• [Task instructions]
Copy the entries character for character.

[Saved data entries]
◆ ◆ ◆ ◆ ◆
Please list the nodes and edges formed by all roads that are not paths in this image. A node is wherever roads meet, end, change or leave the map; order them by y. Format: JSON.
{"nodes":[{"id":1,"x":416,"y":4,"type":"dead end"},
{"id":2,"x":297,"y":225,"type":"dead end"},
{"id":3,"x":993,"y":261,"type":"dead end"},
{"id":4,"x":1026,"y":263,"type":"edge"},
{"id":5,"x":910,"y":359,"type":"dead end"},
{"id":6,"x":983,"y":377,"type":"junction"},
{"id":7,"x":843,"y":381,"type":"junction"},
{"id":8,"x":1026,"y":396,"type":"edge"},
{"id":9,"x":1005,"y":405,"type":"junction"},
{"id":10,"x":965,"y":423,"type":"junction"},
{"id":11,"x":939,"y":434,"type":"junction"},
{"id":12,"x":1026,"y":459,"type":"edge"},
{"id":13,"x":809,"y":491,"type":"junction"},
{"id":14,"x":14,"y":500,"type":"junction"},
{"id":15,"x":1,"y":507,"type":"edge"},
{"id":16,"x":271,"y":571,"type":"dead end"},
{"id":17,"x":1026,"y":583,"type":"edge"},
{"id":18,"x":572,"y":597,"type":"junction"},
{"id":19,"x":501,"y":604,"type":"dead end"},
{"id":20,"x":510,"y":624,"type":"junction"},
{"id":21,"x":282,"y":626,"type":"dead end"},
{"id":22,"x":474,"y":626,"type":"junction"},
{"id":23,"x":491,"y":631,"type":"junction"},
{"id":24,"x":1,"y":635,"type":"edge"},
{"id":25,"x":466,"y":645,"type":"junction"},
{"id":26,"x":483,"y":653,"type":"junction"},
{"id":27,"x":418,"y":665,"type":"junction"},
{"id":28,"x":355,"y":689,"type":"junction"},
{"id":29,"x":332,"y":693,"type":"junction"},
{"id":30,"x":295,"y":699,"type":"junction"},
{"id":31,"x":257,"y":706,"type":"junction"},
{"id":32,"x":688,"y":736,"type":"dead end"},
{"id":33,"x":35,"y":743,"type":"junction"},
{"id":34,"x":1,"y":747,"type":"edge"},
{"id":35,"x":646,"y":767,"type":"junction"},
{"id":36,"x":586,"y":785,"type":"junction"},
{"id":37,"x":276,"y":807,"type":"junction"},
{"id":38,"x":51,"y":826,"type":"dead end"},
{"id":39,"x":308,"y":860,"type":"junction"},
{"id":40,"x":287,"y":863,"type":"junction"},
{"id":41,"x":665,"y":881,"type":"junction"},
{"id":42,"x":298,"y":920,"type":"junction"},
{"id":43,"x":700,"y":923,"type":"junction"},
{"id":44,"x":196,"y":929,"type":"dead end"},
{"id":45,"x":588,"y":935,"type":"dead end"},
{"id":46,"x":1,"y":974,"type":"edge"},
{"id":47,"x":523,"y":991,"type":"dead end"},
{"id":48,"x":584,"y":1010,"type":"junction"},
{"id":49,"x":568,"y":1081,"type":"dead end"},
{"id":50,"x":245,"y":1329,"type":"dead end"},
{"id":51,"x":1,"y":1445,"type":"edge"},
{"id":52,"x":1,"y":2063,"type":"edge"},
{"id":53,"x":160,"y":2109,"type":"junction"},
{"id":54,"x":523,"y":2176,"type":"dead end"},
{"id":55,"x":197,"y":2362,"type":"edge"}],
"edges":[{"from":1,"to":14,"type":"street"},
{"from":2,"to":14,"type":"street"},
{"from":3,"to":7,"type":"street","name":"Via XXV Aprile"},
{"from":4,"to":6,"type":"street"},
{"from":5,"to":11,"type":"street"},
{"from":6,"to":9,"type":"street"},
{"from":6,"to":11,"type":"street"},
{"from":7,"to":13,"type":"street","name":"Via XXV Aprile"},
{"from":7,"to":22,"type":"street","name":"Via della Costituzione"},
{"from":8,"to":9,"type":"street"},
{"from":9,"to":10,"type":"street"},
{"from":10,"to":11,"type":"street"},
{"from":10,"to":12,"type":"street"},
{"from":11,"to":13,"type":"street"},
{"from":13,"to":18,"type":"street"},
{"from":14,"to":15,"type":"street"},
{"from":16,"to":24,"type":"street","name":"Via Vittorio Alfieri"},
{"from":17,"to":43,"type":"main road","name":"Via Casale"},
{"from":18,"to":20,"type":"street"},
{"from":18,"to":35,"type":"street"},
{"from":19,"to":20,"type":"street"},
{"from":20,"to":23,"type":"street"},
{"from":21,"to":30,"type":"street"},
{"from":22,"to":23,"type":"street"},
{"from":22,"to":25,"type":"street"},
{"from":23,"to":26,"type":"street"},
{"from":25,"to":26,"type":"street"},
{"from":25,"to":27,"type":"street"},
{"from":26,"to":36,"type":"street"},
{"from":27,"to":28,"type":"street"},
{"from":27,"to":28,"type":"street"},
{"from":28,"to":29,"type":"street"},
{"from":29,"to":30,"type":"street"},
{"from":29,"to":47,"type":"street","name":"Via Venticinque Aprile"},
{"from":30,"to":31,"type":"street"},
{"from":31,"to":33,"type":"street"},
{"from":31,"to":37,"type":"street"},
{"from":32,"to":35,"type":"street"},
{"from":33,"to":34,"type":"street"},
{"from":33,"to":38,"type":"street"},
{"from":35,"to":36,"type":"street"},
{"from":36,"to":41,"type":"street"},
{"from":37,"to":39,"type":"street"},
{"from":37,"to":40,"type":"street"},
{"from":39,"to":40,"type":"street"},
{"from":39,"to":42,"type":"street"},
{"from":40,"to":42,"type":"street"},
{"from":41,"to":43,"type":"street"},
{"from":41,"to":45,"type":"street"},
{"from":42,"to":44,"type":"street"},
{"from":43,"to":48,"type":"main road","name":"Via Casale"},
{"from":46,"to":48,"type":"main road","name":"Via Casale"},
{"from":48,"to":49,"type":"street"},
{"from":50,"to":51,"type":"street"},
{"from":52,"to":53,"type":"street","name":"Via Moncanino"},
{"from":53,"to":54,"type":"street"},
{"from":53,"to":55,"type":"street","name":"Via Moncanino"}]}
◆ ◆ ◆ ◆ ◆
• [Exercise output]
Please list the nodes and edges formed by all roads that are not paths in this image. A node is wherever roads meet, end, change or leave the map; order them by y. Format: JSON.
{"nodes":[{"id":1,"x":416,"y":4,"type":"dead end"},
{"id":2,"x":297,"y":225,"type":"dead end"},
{"id":3,"x":993,"y":261,"type":"dead end"},
{"id":4,"x":1026,"y":263,"type":"edge"},
{"id":5,"x":910,"y":359,"type":"dead end"},
{"id":6,"x":983,"y":377,"type":"junction"},
{"id":7,"x":843,"y":381,"type":"junction"},
{"id":8,"x":1026,"y":396,"type":"edge"},
{"id":9,"x":1005,"y":405,"type":"junction"},
{"id":10,"x":965,"y":423,"type":"junction"},
{"id":11,"x":939,"y":434,"type":"junction"},
{"id":12,"x":1026,"y":459,"type":"edge"},
{"id":13,"x":809,"y":491,"type":"junction"},
{"id":14,"x":14,"y":500,"type":"junction"},
{"id":15,"x":1,"y":507,"type":"edge"},
{"id":16,"x":271,"y":571,"type":"dead end"},
{"id":17,"x":1026,"y":583,"type":"edge"},
{"id":18,"x":572,"y":597,"type":"junction"},
{"id":19,"x":501,"y":604,"type":"dead end"},
{"id":20,"x":510,"y":624,"type":"junction"},
{"id":21,"x":282,"y":626,"type":"dead end"},
{"id":22,"x":474,"y":626,"type":"junction"},
{"id":23,"x":491,"y":631,"type":"junction"},
{"id":24,"x":1,"y":635,"type":"edge"},
{"id":25,"x":466,"y":645,"type":"junction"},
{"id":26,"x":483,"y":653,"type":"junction"},
{"id":27,"x":418,"y":665,"type":"junction"},
{"id":28,"x":355,"y":689,"type":"junction"},
{"id":29,"x":332,"y":693,"type":"junction"},
{"id":30,"x":295,"y":699,"type":"junction"},
{"id":31,"x":257,"y":706,"type":"junction"},
{"id":32,"x":688,"y":736,"type":"dead end"},
{"id":33,"x":35,"y":743,"type":"junction"},
{"id":34,"x":1,"y":747,"type":"edge"},
{"id":35,"x":646,"y":767,"type":"junction"},
{"id":36,"x":586,"y":785,"type":"junction"},
{"id":37,"x":276,"y":807,"type":"junction"},
{"id":38,"x":51,"y":826,"type":"dead end"},
{"id":39,"x":308,"y":860,"type":"junction"},
{"id":40,"x":287,"y":863,"type":"junction"},
{"id":41,"x":665,"y":881,"type":"junction"},
{"id":42,"x":298,"y":920,"type":"junction"},
{"id":43,"x":700,"y":923,"type":"junction"},
{"id":44,"x":196,"y":929,"type":"dead end"},
{"id":45,"x":588,"y":935,"type":"dead end"},
{"id":46,"x":1,"y":974,"type":"edge"},
{"id":47,"x":523,"y":991,"type":"dead end"},
{"id":48,"x":584,"y":1010,"type":"junction"},
{"id":49,"x":568,"y":1081,"type":"dead end"},
{"id":50,"x":245,"y":1329,"type":"dead end"},
{"id":51,"x":1,"y":1445,"type":"edge"},
{"id":52,"x":1,"y":2063,"type":"edge"},
{"id":53,"x":160,"y":2109,"type":"junction"},
{"id":54,"x":523,"y":2176,"type":"dead end"},
{"id":55,"x":197,"y":2362,"type":"edge"}],
"edges":[{"from":1,"to":14,"type":"street"},
{"from":2,"to":14,"type":"street"},
{"from":3,"to":7,"type":"street","name":"Via XXV Aprile"},
{"from":4,"to":6,"type":"street"},
{"from":5,"to":11,"type":"street"},
{"from":6,"to":9,"type":"street"},
{"from":6,"to":11,"type":"street"},
{"from":7,"to":13,"type":"street","name":"Via XXV Aprile"},
{"from":7,"to":22,"type":"street","name":"Via della Costituzione"},
{"from":8,"to":9,"type":"street"},
{"from":9,"to":10,"type":"street"},
{"from":10,"to":11,"type":"street"},
{"from":10,"to":12,"type":"street"},
{"from":11,"to":13,"type":"street"},
{"from":13,"to":18,"type":"street"},
{"from":14,"to":15,"type":"street"},
{"from":16,"to":24,"type":"street","name":"Via Vittorio Alfieri"},
{"from":17,"to":43,"type":"main road","name":"Via Casale"},
{"from":18,"to":20,"type":"street"},
{"from":18,"to":35,"type":"street"},
{"from":19,"to":20,"type":"street"},
{"from":20,"to":23,"type":"street"},
{"from":21,"to":30,"type":"street"},
{"from":22,"to":23,"type":"street"},
{"from":22,"to":25,"type":"street"},
{"from":23,"to":26,"type":"street"},
{"from":25,"to":26,"type":"street"},
{"from":25,"to":27,"type":"street"},
{"from":26,"to":36,"type":"street"},
{"from":27,"to":28,"type":"street"},
{"from":27,"to":28,"type":"street"},
{"from":28,"to":29,"type":"street"},
{"from":29,"to":30,"type":"street"},
{"from":29,"to":47,"type":"street","name":"Via Venticinque Aprile"},
{"from":30,"to":31,"type":"street"},
{"from":31,"to":33,"type":"street"},
{"from":31,"to":37,"type":"street"},
{"from":32,"to":35,"type":"street"},
{"from":33,"to":34,"type":"street"},
{"from":33,"to":38,"type":"street"},
{"from":35,"to":36,"type":"street"},
{"from":36,"to":41,"type":"street"},
{"from":37,"to":39,"type":"street"},
{"from":37,"to":40,"type":"street"},
{"from":39,"to":40,"type":"street"},
{"from":39,"to":42,"type":"street"},
{"from":40,"to":42,"type":"street"},
{"from":41,"to":43,"type":"street"},
{"from":41,"to":45,"type":"street"},
{"from":42,"to":44,"type":"street"},
{"from":43,"to":48,"type":"main road","name":"Via Casale"},
{"from":46,"to":48,"type":"main road","name":"Via Casale"},
{"from":48,"to":49,"type":"street"},
{"from":50,"to":51,"type":"street"},
{"from":52,"to":53,"type":"street","name":"Via Moncanino"},
{"from":53,"to":54,"type":"street"},
{"from":53,"to":55,"type":"street","name":"Via Moncanino"}]}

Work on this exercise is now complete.